Creo ver que Martín Rejtman, con algo de intuición meditada, se sorprendió en medio de la escritura de este volumen sobre las posibilidades que dan estos espacios típicamente citadinos, anónimos y fugaces para leer sociedades diversas y, sobre todo, para leerse a sí mismo. Sí, encuentra un thriller en los jabones, un drama en las cortinas de blackout, un wéstern en las recepciones y mucha comedia en la rendija de su ojo mágico, pero en un hotel de Ámsterdam, anota en su cuaderno de campo: “En el espejo de la habitación me veo con cara de cansado. En el espejo del baño, sin embargo, me veo bien. ¿Cuál será la verdadera imagen?”. Tal vez, en algún momento de su bitácora, descubrió que en los hoteles se entra con un yo portátil y se sale con un yo de alquiler. Un “yo” que, como las toallas, se puede cambiar a diario y que cuelgan de un gancho que nadie mira. De este modo, digo, parece decirnos que hay espejos para obedecer y otros para rebelarse; unos que devuelven al funcionario y otros que insinúan al fugitivo, pero solo fuera de casa podemos elegir nuestro reflejo. Es en una habitación anónima donde descubrimos, con sorpresa, que la ventana da a nuestra propia vida.
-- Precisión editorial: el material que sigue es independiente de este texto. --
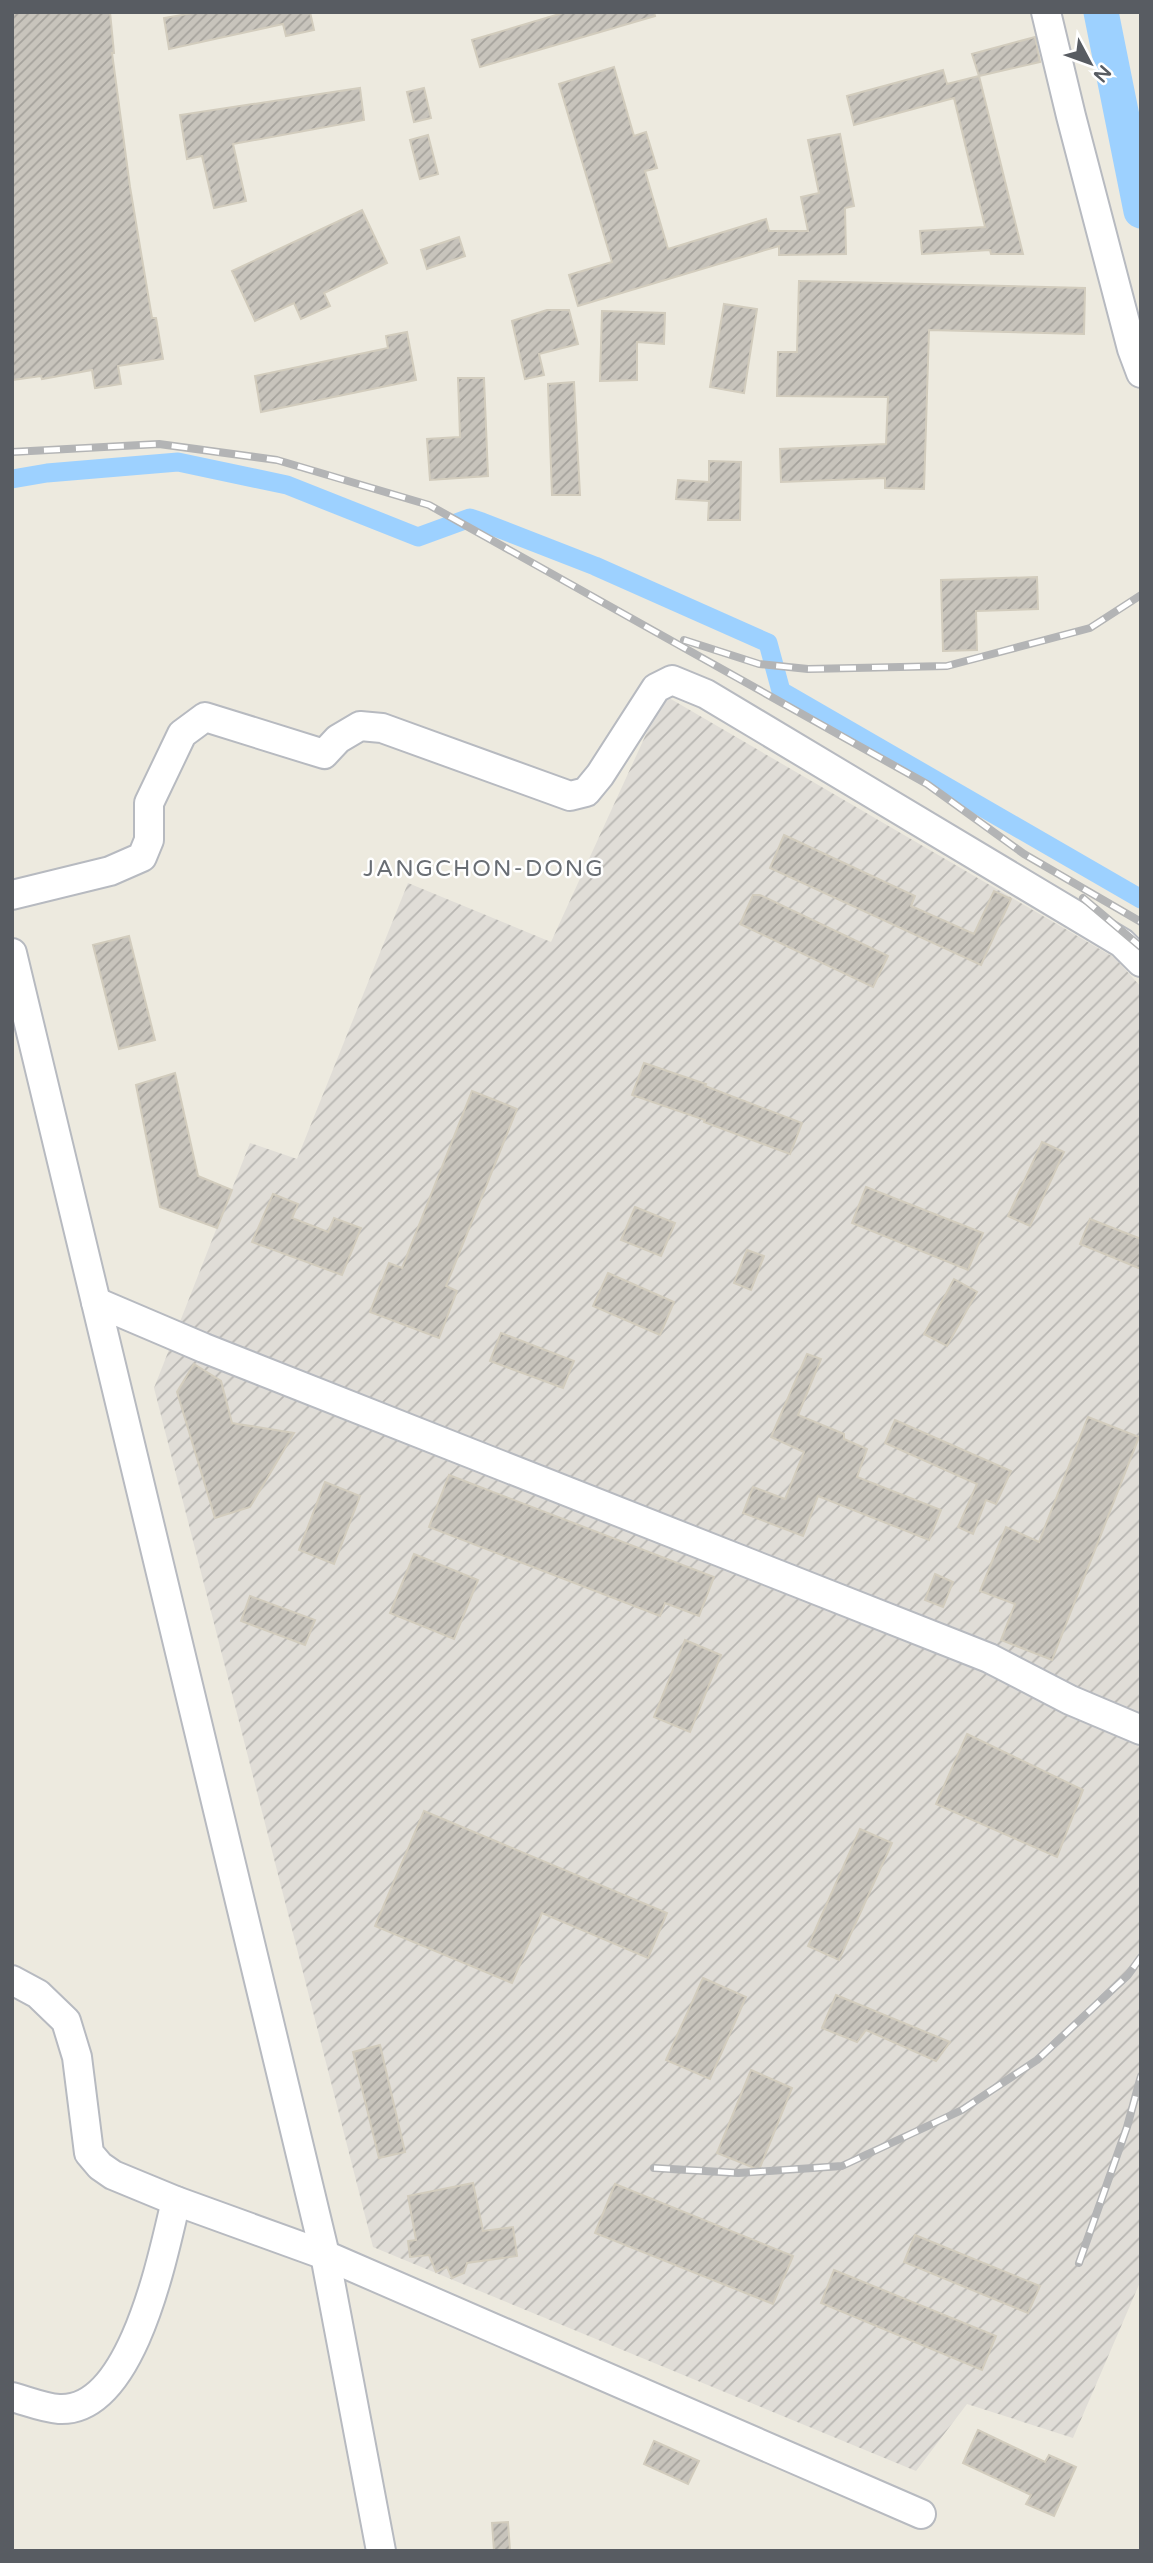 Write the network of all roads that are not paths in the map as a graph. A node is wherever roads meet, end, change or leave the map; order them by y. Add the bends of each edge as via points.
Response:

Hay libros que se escriben para ordenar el mundo y otros que se escriben para desordenarlo. Cuarto sucio, ubicación peligrosa pertenece a la segunda especie. Además, posee la singularidad de no tener intención alguna de perturbar nada: solo deja que las llaves extraviadas, los desayunos decepcionantes y las conversaciones anodinas muestren la lógica secreta de nuestra época, situando su inventario lejos del costumbrismo y muy cerca de una forma de pensamiento.

 


Cuarto sucio, ubicación peligrosa, Martín Rejtman, Ediciones UDP, 2025, 282 páginas, $27.000.